FLUXUS L'avant-garde en mouvement
Patrick Javault is welcoming Charles Dreyfus Pechkoff.
Fluxus is an international network, not a movement or a group. More often than not, Fluxus artists, poets or musicians get together on the occasion of a decennial anniversary of the founding act, the music festival held in Wiesbaden in 1962. Artist and performer Charles Dreyfus cut his path through Fluxus in the early 1970s and has also become its historian and analyst. It took him 35 years to write a dissertation, now published as a book by Presses du Réel-in a timely manner, since the network prepares to celebrate its 50th anniversary. Time passes differently for Fluxus anyways since events, or counter-performances, sometimes last but a handful of seconds.

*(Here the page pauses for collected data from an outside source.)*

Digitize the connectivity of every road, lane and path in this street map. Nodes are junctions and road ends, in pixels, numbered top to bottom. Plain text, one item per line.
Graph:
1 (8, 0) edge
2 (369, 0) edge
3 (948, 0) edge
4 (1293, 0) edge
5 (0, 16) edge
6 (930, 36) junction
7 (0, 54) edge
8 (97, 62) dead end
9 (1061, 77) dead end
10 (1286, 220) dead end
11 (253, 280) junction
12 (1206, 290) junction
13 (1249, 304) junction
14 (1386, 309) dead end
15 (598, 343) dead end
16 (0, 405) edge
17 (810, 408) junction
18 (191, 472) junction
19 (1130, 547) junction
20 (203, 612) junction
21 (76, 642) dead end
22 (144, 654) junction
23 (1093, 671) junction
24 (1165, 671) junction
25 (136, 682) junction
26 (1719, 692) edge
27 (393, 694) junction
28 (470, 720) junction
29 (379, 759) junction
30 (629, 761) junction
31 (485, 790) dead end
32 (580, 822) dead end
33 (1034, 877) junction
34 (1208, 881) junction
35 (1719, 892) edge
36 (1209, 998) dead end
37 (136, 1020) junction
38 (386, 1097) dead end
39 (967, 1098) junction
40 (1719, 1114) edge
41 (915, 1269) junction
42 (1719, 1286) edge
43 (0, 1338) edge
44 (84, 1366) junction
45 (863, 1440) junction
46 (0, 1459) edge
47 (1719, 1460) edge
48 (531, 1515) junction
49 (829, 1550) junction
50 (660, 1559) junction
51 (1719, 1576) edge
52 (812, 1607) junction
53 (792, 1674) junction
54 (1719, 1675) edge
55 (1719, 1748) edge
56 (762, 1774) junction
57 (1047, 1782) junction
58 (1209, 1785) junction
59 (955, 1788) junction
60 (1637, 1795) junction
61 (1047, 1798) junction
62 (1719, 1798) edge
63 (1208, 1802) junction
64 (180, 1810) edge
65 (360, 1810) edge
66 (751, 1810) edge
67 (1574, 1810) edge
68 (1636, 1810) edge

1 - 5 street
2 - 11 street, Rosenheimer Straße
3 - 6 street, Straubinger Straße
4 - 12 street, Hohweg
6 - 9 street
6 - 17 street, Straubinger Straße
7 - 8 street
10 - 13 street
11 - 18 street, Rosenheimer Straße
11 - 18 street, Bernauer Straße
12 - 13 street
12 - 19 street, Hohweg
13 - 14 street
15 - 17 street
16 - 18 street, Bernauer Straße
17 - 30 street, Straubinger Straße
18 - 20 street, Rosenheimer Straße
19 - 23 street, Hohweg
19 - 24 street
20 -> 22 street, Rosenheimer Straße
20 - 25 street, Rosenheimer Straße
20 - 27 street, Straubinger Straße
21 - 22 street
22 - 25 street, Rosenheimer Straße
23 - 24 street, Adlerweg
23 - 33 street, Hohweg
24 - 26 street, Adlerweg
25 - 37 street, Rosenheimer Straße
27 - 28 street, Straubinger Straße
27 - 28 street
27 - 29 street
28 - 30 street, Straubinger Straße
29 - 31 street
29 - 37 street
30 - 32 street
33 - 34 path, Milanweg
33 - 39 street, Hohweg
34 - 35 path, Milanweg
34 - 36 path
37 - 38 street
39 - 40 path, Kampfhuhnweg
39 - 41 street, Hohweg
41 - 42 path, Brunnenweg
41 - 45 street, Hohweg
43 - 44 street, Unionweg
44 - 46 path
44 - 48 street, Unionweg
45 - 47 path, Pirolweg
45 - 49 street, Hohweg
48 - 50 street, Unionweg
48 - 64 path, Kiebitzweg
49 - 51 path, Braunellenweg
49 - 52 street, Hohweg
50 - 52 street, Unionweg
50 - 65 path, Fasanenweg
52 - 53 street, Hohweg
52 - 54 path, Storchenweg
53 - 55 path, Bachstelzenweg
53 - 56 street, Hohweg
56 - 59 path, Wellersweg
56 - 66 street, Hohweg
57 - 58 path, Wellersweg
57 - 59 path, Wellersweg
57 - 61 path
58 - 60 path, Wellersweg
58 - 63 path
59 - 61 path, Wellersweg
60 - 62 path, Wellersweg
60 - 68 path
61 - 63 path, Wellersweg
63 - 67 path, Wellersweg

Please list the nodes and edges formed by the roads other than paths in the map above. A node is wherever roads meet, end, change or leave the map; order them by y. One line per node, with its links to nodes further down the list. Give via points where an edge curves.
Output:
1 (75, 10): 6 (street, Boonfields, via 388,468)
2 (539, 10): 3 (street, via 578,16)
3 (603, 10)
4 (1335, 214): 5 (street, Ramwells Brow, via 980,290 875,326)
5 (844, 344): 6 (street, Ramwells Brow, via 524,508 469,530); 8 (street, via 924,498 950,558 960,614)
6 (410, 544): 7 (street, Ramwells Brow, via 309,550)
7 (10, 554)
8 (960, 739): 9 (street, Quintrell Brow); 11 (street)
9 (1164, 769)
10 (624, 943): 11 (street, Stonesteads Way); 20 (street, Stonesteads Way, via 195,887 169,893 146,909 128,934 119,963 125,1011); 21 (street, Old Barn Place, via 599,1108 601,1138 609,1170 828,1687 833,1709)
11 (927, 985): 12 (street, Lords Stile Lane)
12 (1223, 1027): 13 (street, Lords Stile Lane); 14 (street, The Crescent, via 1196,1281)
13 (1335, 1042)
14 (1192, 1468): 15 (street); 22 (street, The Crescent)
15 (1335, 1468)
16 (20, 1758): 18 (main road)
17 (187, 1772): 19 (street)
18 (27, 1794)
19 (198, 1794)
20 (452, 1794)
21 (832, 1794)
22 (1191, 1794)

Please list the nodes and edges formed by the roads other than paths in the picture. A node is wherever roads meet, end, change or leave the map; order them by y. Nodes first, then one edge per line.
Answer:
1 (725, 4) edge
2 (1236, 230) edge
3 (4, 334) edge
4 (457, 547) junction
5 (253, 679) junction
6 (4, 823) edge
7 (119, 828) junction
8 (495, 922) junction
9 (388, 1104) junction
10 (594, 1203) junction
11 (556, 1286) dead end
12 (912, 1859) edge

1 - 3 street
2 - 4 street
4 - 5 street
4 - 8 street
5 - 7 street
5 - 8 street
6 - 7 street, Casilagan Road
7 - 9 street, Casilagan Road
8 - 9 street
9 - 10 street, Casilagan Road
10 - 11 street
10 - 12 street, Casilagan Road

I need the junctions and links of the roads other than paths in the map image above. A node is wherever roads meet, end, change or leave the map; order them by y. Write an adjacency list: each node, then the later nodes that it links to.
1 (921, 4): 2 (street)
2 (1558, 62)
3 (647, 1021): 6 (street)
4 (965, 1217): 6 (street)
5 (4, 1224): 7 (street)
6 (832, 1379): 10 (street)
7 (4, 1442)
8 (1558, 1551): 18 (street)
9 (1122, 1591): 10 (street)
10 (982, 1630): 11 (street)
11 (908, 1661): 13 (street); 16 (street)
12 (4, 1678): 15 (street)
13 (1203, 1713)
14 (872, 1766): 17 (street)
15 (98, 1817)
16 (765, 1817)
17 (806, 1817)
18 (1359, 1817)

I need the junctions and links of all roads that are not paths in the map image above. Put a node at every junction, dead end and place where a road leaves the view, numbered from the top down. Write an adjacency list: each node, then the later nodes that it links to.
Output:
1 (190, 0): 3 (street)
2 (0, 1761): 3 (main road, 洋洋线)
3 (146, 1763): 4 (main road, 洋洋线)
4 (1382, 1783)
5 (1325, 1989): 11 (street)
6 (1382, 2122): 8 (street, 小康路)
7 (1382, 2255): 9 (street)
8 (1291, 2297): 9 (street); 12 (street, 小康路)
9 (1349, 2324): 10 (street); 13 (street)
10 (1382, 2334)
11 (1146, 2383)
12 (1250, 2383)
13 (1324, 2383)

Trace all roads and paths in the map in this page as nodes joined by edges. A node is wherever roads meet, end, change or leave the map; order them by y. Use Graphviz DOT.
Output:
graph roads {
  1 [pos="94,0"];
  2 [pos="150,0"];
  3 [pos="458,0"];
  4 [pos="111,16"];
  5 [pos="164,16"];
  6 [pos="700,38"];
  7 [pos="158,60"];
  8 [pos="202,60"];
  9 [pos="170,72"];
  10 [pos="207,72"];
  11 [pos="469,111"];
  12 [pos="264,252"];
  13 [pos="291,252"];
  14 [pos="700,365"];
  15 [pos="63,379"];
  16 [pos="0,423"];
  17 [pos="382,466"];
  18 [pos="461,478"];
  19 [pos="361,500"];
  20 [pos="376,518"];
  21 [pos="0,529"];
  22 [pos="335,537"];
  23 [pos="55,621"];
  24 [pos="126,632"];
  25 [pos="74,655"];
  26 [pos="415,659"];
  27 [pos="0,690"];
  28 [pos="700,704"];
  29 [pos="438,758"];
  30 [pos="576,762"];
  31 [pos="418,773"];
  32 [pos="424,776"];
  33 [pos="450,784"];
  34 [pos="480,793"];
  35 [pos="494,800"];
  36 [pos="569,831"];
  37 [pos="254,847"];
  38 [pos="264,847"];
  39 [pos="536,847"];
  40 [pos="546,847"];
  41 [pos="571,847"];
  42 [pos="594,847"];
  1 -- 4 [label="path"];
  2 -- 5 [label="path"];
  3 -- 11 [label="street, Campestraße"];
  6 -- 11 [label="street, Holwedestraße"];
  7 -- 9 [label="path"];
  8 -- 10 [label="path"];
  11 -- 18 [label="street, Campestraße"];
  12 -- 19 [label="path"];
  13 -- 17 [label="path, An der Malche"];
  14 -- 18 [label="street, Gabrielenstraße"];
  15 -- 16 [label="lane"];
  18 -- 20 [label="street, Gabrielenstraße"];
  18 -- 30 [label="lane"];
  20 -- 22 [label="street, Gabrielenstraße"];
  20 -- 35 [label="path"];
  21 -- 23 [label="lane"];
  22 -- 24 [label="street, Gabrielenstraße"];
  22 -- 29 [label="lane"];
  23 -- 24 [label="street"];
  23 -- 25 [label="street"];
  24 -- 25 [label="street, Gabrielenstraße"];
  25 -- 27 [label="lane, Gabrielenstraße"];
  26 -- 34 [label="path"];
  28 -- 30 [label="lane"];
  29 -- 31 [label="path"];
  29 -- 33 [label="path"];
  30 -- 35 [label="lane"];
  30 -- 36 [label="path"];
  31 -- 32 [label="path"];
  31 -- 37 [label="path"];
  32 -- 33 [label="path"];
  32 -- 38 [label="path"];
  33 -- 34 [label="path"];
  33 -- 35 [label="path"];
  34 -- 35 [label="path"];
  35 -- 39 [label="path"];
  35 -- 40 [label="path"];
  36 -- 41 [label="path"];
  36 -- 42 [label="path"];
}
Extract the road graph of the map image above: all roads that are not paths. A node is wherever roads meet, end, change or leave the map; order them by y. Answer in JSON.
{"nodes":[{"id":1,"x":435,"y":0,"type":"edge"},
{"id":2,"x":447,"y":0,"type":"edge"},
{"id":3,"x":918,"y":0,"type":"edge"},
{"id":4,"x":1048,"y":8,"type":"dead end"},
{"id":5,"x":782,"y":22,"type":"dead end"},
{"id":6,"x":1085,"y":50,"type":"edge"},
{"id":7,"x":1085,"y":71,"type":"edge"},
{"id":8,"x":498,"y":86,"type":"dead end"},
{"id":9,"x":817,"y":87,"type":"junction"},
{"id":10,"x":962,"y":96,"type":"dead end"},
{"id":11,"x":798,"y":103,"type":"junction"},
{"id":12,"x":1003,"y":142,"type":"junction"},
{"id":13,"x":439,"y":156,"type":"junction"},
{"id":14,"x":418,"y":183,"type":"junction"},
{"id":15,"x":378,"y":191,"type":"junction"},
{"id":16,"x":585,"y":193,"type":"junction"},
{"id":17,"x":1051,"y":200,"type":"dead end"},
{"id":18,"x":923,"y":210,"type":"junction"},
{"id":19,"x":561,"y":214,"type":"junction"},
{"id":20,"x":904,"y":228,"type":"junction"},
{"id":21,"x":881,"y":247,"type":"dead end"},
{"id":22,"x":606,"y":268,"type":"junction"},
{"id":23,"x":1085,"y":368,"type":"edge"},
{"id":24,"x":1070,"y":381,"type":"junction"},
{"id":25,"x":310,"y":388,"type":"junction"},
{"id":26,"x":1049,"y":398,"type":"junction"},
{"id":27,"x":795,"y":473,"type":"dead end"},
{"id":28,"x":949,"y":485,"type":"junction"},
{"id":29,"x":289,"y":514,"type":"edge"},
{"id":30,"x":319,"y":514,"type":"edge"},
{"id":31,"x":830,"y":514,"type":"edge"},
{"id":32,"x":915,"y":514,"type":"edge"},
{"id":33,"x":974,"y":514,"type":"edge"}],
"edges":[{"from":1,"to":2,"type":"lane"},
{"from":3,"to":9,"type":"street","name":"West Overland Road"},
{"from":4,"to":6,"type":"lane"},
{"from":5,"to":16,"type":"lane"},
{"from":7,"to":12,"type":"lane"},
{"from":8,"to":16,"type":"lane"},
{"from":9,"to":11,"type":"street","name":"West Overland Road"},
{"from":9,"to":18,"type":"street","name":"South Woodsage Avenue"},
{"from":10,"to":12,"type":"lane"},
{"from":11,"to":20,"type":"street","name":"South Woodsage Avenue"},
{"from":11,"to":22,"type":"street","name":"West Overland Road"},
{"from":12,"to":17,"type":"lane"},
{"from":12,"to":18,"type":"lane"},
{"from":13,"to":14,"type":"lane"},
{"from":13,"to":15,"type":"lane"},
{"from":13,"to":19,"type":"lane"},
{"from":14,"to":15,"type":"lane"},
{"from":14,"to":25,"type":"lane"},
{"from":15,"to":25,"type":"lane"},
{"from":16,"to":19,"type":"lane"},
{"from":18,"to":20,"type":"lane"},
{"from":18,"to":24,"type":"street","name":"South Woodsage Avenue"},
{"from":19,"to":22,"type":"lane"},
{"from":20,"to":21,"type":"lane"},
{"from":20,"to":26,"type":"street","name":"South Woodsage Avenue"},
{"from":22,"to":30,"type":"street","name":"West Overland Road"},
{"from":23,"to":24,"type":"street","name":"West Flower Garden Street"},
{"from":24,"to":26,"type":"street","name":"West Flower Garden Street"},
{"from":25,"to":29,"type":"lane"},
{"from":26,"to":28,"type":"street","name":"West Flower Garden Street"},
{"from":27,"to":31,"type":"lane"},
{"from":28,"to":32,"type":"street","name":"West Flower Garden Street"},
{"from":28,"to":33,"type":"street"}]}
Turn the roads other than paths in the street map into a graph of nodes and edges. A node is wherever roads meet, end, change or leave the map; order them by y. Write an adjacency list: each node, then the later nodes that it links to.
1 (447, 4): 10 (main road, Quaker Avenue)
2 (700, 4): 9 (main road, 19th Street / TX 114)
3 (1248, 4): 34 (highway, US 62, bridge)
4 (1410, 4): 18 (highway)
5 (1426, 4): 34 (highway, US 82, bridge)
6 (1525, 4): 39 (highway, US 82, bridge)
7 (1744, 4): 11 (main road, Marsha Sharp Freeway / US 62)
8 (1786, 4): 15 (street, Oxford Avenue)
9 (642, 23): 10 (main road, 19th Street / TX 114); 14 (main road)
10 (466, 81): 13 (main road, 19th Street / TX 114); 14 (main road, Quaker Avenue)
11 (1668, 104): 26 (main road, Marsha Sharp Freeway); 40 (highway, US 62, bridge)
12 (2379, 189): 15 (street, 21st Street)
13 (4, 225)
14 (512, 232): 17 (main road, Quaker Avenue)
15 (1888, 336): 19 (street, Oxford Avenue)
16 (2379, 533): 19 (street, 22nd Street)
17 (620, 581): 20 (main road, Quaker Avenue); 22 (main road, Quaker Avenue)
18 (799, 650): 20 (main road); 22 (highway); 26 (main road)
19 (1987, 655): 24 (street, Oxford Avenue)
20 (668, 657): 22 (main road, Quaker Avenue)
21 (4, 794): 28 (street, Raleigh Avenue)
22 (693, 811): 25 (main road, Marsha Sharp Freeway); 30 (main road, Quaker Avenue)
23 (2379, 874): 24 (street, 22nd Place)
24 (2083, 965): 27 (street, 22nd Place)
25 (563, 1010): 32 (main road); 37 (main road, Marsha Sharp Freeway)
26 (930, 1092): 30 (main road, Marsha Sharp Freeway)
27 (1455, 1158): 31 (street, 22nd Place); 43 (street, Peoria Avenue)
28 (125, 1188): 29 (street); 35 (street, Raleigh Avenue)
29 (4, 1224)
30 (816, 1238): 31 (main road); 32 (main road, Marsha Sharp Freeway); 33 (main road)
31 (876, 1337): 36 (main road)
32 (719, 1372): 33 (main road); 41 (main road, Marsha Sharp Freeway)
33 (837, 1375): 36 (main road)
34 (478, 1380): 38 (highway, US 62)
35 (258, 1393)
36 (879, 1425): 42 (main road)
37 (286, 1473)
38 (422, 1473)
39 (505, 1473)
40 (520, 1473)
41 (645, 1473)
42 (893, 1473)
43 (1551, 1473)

The book features precious accounts by the main protagonists, including an original interview of George Maciunas, one of only three ever given by him, but it also analyzes and puts in perspective without ever indulging in a professorial tone. Besides the fact that Fluxus has managed to steer clear of art (even as contemporary art cannot do without Fluxus), its participants, including Maciunas, have always avoided codification and definitions that would be too specific. Because this tribe of primitives should be treated with the utmost respect (participants used to say that there were no artists in the network, each of them just doing everything the best s/he could), we have asked tenor-baritone and composer Vincent Bouchot to intervene in whatever way he likes in the course of the conversation.